Get married (if you do indeed want to spend the rest of your lives together), get on the DEEDS, not mortgage, and open a private savings account that he has no access to/knowledge of.

Castlemilk Thu 31-Jul-14 08:18:01

If you want to protect yourself and your DD, GET MARRIED.

Simple as that.

FrontForward Thu 31-Jul-14 08:18:06

Being on the mortgage just means the bank can chase you if your DP defaults. It doesn't confer any rights on it's own. It might show you have paid into it but it DOES NOT GIVE OWNERSHIP

Sorry for shouting but I get really frustrated at lots of threads where women want to be on a mortgage and don't seem to grasp that DEEDS are the document that describe ownership not the mortgage.
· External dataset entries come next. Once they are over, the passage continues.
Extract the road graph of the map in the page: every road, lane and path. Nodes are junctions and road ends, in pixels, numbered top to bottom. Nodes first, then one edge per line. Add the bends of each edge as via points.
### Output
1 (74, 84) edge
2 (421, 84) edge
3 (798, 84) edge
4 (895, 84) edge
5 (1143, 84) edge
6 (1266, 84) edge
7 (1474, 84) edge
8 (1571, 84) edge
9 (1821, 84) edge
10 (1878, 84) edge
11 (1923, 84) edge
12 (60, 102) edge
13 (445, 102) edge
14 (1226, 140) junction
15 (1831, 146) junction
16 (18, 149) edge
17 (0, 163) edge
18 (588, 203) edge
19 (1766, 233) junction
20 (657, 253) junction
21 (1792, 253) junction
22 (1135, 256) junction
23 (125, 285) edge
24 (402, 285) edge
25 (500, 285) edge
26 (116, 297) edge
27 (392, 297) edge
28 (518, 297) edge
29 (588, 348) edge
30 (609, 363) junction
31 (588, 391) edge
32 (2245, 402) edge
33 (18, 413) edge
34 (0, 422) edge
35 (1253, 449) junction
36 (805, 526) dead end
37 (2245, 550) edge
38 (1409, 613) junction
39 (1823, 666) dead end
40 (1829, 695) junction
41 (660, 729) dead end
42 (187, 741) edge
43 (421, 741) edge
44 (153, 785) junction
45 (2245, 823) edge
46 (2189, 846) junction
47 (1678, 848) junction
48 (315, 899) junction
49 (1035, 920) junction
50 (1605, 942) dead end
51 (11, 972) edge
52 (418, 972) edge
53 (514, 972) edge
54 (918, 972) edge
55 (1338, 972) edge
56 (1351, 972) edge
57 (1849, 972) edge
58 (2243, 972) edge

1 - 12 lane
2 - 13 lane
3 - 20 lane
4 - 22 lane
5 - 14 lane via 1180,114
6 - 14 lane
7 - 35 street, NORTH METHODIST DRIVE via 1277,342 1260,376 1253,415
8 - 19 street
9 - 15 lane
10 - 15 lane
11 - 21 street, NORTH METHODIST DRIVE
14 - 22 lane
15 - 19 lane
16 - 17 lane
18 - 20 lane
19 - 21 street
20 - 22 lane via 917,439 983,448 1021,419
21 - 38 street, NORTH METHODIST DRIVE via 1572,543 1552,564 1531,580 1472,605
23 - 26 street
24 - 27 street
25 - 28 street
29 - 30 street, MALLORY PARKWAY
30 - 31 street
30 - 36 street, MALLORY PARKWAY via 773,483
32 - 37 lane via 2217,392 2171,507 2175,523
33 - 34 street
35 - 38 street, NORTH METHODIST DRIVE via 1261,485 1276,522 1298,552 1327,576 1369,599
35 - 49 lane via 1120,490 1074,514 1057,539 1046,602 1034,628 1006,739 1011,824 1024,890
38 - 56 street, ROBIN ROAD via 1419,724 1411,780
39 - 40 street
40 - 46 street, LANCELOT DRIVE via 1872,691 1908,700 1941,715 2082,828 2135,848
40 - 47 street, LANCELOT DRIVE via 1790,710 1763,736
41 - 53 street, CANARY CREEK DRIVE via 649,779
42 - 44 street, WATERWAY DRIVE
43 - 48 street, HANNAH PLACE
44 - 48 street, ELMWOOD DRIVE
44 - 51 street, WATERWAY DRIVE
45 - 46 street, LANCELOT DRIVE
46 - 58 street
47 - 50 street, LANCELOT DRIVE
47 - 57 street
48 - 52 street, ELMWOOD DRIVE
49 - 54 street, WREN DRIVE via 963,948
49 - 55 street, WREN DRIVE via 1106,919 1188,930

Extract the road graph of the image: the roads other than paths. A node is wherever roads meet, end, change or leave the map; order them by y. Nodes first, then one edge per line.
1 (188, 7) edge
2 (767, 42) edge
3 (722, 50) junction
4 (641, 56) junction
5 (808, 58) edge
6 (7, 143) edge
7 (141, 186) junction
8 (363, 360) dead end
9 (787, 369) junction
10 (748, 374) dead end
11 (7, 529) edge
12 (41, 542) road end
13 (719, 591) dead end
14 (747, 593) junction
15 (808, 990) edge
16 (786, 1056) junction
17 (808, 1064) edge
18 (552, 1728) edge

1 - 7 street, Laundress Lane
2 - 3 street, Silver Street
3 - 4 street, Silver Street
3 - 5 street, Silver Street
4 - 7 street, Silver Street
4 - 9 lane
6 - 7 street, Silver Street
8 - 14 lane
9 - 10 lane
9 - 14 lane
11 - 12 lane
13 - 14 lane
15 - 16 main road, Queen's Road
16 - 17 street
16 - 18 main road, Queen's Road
It's like getting your name on a bank loan (being liable for the debt and paying it every month) but DP has the car ownership V5 document. You could pay the loan. He owns the car.

Serenitysutton Thu 31-Jul-14 08:18:33

It depends on how heavily mortgaged the properties are. If they are anything more than about 60% LTV the bank are highly unlikely to consider allowing you on the deeds without being on the mortgage.

Also, consider what being on the mortgage and deeds will actually get you in the event of a split. The deposit and payment to date have still been made by your dP, it will be a long time before you bring enough to the situation to even that out.

penguinplease Thu 31-Jul-14 08:30:28

I assumed you wanted on it to be joint contributor and decision maker rather than it being his house! If you are simply protecting yourself then either get married or get on the deeds, it will cost you a solicitor fee.

treaclesoda Thu 31-Jul-14 08:50:45

Lenders are very unlikely to allow you to go on the deeds without also being on the mortgage because if they allow that, then your partner could, theoretically, stop paying the mortgage yet the bank would be powerless to repossess the house because you are joint owner and you aren't on the mortgage.

IndridCold Thu 31-Jul-14 09:06:57

We have just done this. You don't have to remortgage but you will need the permission of the mortgage company to be made a joint owner.

You will need to go to a solicitor, it cost us about £800.

butterflybuttons Thu 31-Jul-14 09:10:51

Just get married - that is the best way to protect yourself and your DD.